## Recorded information
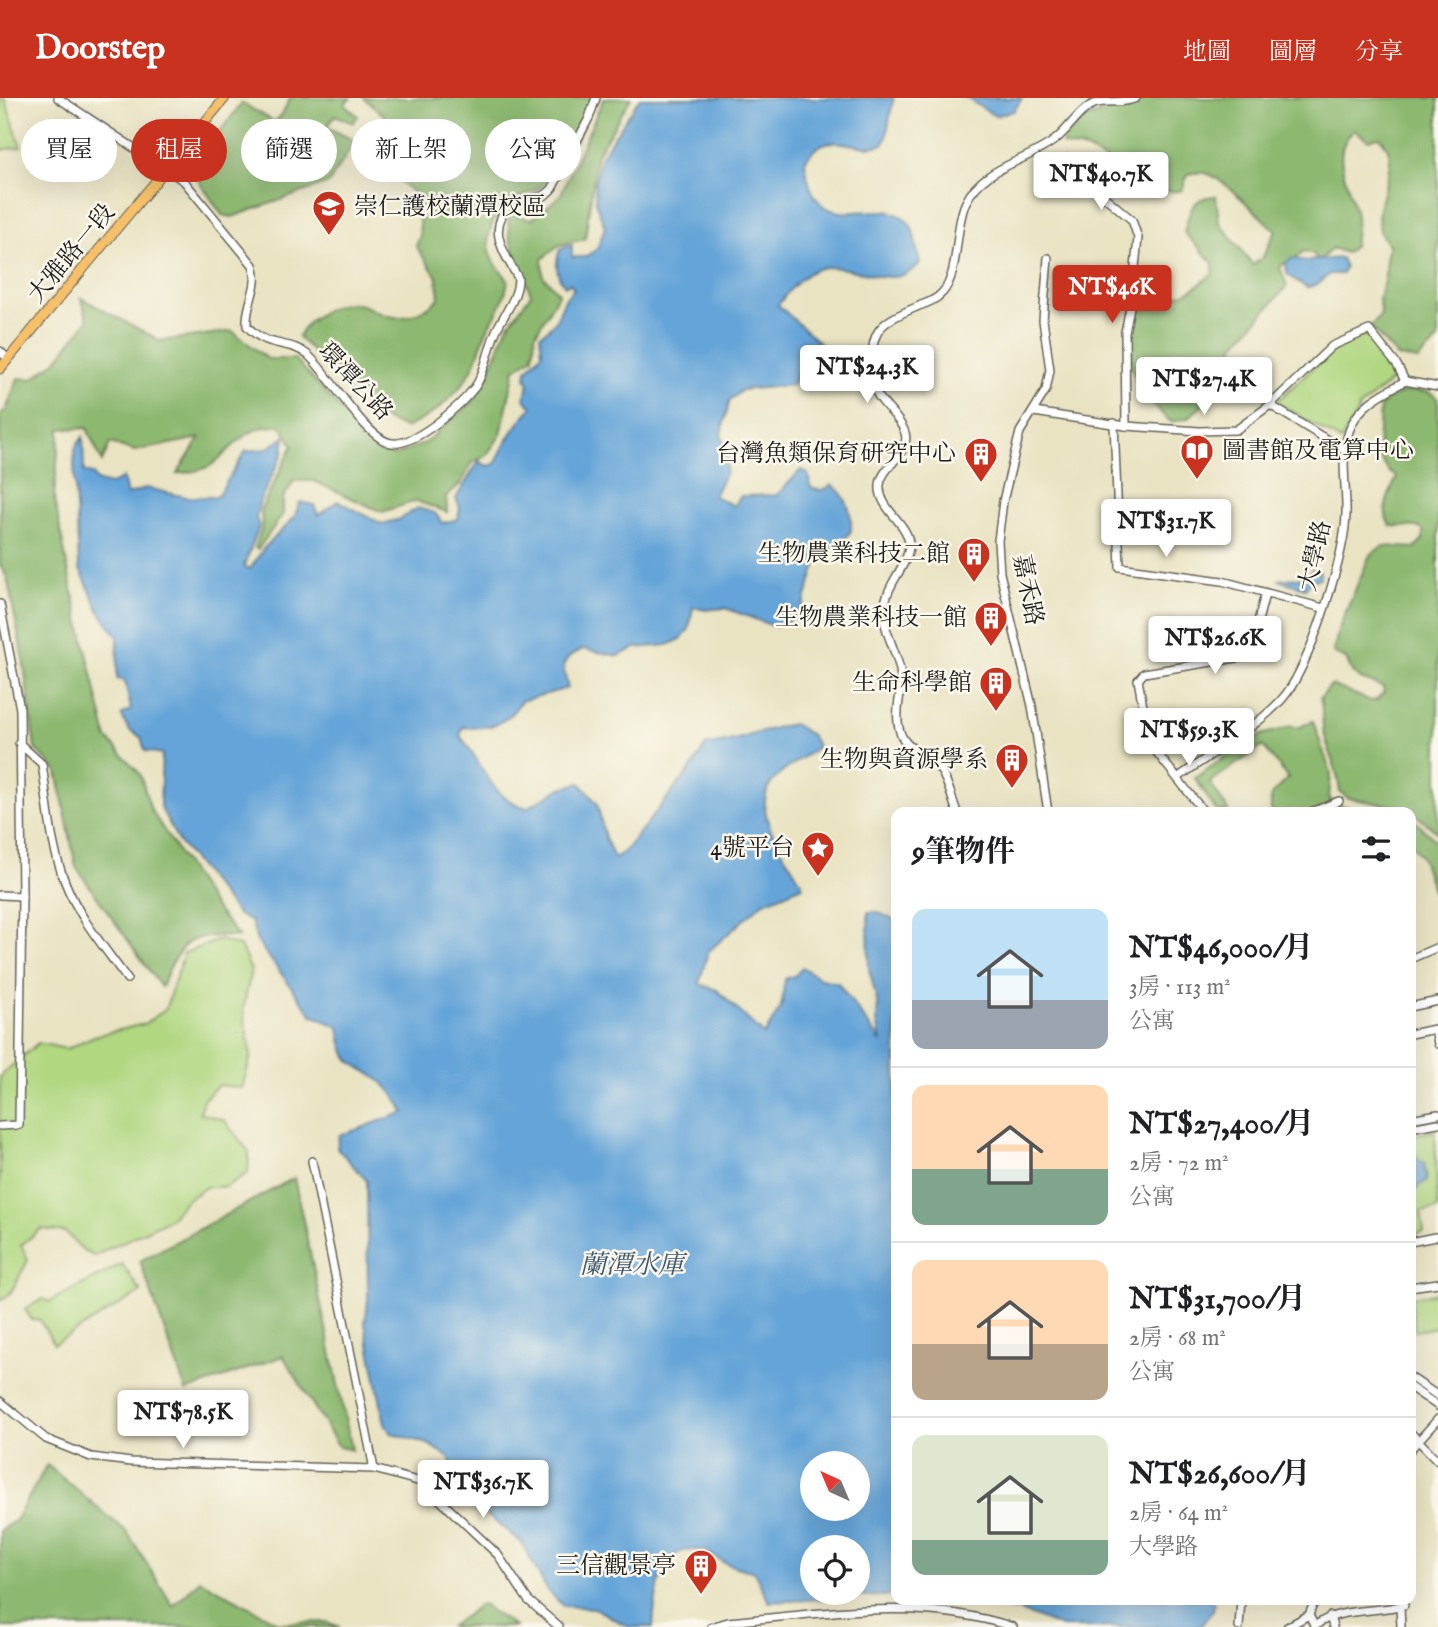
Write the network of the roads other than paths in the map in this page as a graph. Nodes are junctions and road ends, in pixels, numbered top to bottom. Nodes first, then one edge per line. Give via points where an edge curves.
1 (58, 98) edge
2 (225, 98) edge
3 (596, 98) edge
4 (1136, 98) edge
5 (208, 119) edge
6 (131, 146) edge
7 (1069, 158) dead end
8 (157, 182) edge
9 (185, 182) edge
10 (1048, 258) dead end
11 (0, 351) edge
12 (8, 359) junction
13 (0, 369) edge
14 (1405, 380) junction
15 (1438, 387) edge
16 (1270, 405) junction
17 (1034, 412) junction
18 (1114, 423) junction
19 (1126, 426) junction
20 (1343, 450) junction
21 (1265, 594) junction
22 (0, 604) edge
23 (1323, 608) junction
24 (19, 743) junction
25 (1179, 777) junction
26 (1339, 801) dead end
27 (955, 807) edge
28 (1047, 807) edge
29 (1200, 807) edge
30 (1324, 807) edge
31 (0, 895) edge
32 (22, 897) junction
33 (1438, 947) edge
34 (1416, 954) edge
35 (127, 979) dead end
36 (1438, 1002) edge
37 (1416, 1006) edge
38 (1416, 1033) edge
39 (1438, 1044) edge
40 (1438, 1114) edge
41 (1416, 1118) edge
42 (1438, 1123) edge
43 (0, 1126) edge
44 (1416, 1127) edge
45 (312, 1161) dead end
46 (1435, 1237) dead end
47 (1416, 1241) edge
48 (1438, 1283) edge
49 (1416, 1286) edge
50 (1416, 1381) edge
51 (1416, 1391) edge
52 (1438, 1396) edge
53 (0, 1401) edge
54 (1438, 1406) edge
55 (1438, 1419) edge
56 (1416, 1438) edge
57 (1419, 1441) junction
58 (1416, 1444) edge
59 (1438, 1461) edge
60 (374, 1469) junction
61 (1240, 1605) edge
62 (1313, 1605) edge
63 (1309, 1615) junction
64 (1330, 1616) junction
65 (1315, 1626) edge
66 (559, 1627) edge
67 (711, 1627) edge
68 (1013, 1627) edge
69 (1238, 1627) edge
70 (1287, 1627) edge
71 (1333, 1627) edge
72 (1401, 1627) edge

1 - 6 street
2 - 5 main road, 大雅路一段
3 - 9 street, 環潭公路 via 552,189 544,196 512,202 502,216 497,239 518,285 474,387 430,429 400,443 375,434 307,354 264,342 247,326 257,275 253,265
4 - 27 street via 1095,104 1045,148 997,170 975,188 961,216 949,283 942,294 890,318 874,339 874,389 906,437 879,488 882,500 909,538 908,554 884,609 900,670 899,730 913,750 935,764
7 - 19 street via 1087,183 1132,220 1138,238 1125,332
8 - 12 main road, 大雅路一段
10 - 17 street, 嘉禾路 via 1043,320 1050,370
11 - 12 street
12 - 13 main road, 大雅路一段
14 - 15 street
14 - 16 street via 1369,330 1332,346
14 - 20 street via 1362,410
16 - 19 street via 1236,430
16 - 20 street
17 - 18 street
17 - 28 street, 嘉禾路 via 1020,432 998,541 1000,573 1032,706
18 - 19 street
18 - 21 street via 1120,567 1222,581
20 - 23 street, 大學路 via 1346,514 1342,553
21 - 23 street
21 - 25 street via 1249,656 1144,673 1138,680 1150,744
22 - 24 street via 20,709
23 - 25 street, 大學路 via 1291,688 1270,711
24 - 32 street
24 - 35 street via 43,764 50,831 65,882 80,914
25 - 29 street
26 - 30 street
31 - 32 street
32 - 43 street via 19,1125
33 - 34 street
36 - 37 street
38 - 39 street via 1435,1029
40 - 41 street
42 - 44 street
45 - 60 street
46 - 47 street
48 - 49 street
50 - 52 street
51 - 54 street
53 - 60 street via 46,1439 91,1457
55 - 57 street
56 - 57 street
57 - 58 street
57 - 59 street
60 - 66 street via 421,1482 436,1493 498,1555 528,1600
61 - 69 street
62 - 63 street
63 - 65 street
63 - 70 street
64 - 65 street
64 - 71 street
64 - 72 street via 1401,1605
67 - 68 street via 897,1608 934,1609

## Task to complete
When you copy the records above, keep every word exact but leave out the pictures.

## Answer to this task
Write the network of the roads other than paths in the map in this page as a graph. Nodes are junctions and road ends, in pixels, numbered top to bottom. Nodes first, then one edge per line. Give via points where an edge curves.
1 (58, 98) edge
2 (225, 98) edge
3 (596, 98) edge
4 (1136, 98) edge
5 (208, 119) edge
6 (131, 146) edge
7 (1069, 158) dead end
8 (157, 182) edge
9 (185, 182) edge
10 (1048, 258) dead end
11 (0, 351) edge
12 (8, 359) junction
13 (0, 369) edge
14 (1405, 380) junction
15 (1438, 387) edge
16 (1270, 405) junction
17 (1034, 412) junction
18 (1114, 423) junction
19 (1126, 426) junction
20 (1343, 450) junction
21 (1265, 594) junction
22 (0, 604) edge
23 (1323, 608) junction
24 (19, 743) junction
25 (1179, 777) junction
26 (1339, 801) dead end
27 (955, 807) edge
28 (1047, 807) edge
29 (1200, 807) edge
30 (1324, 807) edge
31 (0, 895) edge
32 (22, 897) junction
33 (1438, 947) edge
34 (1416, 954) edge
35 (127, 979) dead end
36 (1438, 1002) edge
37 (1416, 1006) edge
38 (1416, 1033) edge
39 (1438, 1044) edge
40 (1438, 1114) edge
41 (1416, 1118) edge
42 (1438, 1123) edge
43 (0, 1126) edge
44 (1416, 1127) edge
45 (312, 1161) dead end
46 (1435, 1237) dead end
47 (1416, 1241) edge
48 (1438, 1283) edge
49 (1416, 1286) edge
50 (1416, 1381) edge
51 (1416, 1391) edge
52 (1438, 1396) edge
53 (0, 1401) edge
54 (1438, 1406) edge
55 (1438, 1419) edge
56 (1416, 1438) edge
57 (1419, 1441) junction
58 (1416, 1444) edge
59 (1438, 1461) edge
60 (374, 1469) junction
61 (1240, 1605) edge
62 (1313, 1605) edge
63 (1309, 1615) junction
64 (1330, 1616) junction
65 (1315, 1626) edge
66 (559, 1627) edge
67 (711, 1627) edge
68 (1013, 1627) edge
69 (1238, 1627) edge
70 (1287, 1627) edge
71 (1333, 1627) edge
72 (1401, 1627) edge

1 - 6 street
2 - 5 main road, 大雅路一段
3 - 9 street, 環潭公路 via 552,189 544,196 512,202 502,216 497,239 518,285 474,387 430,429 400,443 375,434 307,354 264,342 247,326 257,275 253,265
4 - 27 street via 1095,104 1045,148 997,170 975,188 961,216 949,283 942,294 890,318 874,339 874,389 906,437 879,488 882,500 909,538 908,554 884,609 900,670 899,730 913,750 935,764
7 - 19 street via 1087,183 1132,220 1138,238 1125,332
8 - 12 main road, 大雅路一段
10 - 17 street, 嘉禾路 via 1043,320 1050,370
11 - 12 street
12 - 13 main road, 大雅路一段
14 - 15 street
14 - 16 street via 1369,330 1332,346
14 - 20 street via 1362,410
16 - 19 street via 1236,430
16 - 20 street
17 - 18 street
17 - 28 street, 嘉禾路 via 1020,432 998,541 1000,573 1032,706
18 - 19 street
18 - 21 street via 1120,567 1222,581
20 - 23 street, 大學路 via 1346,514 1342,553
21 - 23 street
21 - 25 street via 1249,656 1144,673 1138,680 1150,744
22 - 24 street via 20,709
23 - 25 street, 大學路 via 1291,688 1270,711
24 - 32 street
24 - 35 street via 43,764 50,831 65,882 80,914
25 - 29 street
26 - 30 street
31 - 32 street
32 - 43 street via 19,1125
33 - 34 street
36 - 37 street
38 - 39 street via 1435,1029
40 - 41 street
42 - 44 street
45 - 60 street
46 - 47 street
48 - 49 street
50 - 52 street
51 - 54 street
53 - 60 street via 46,1439 91,1457
55 - 57 street
56 - 57 street
57 - 58 street
57 - 59 street
60 - 66 street via 421,1482 436,1493 498,1555 528,1600
61 - 69 street
62 - 63 street
63 - 65 street
63 - 70 street
64 - 65 street
64 - 71 street
64 - 72 street via 1401,1605
67 - 68 street via 897,1608 934,1609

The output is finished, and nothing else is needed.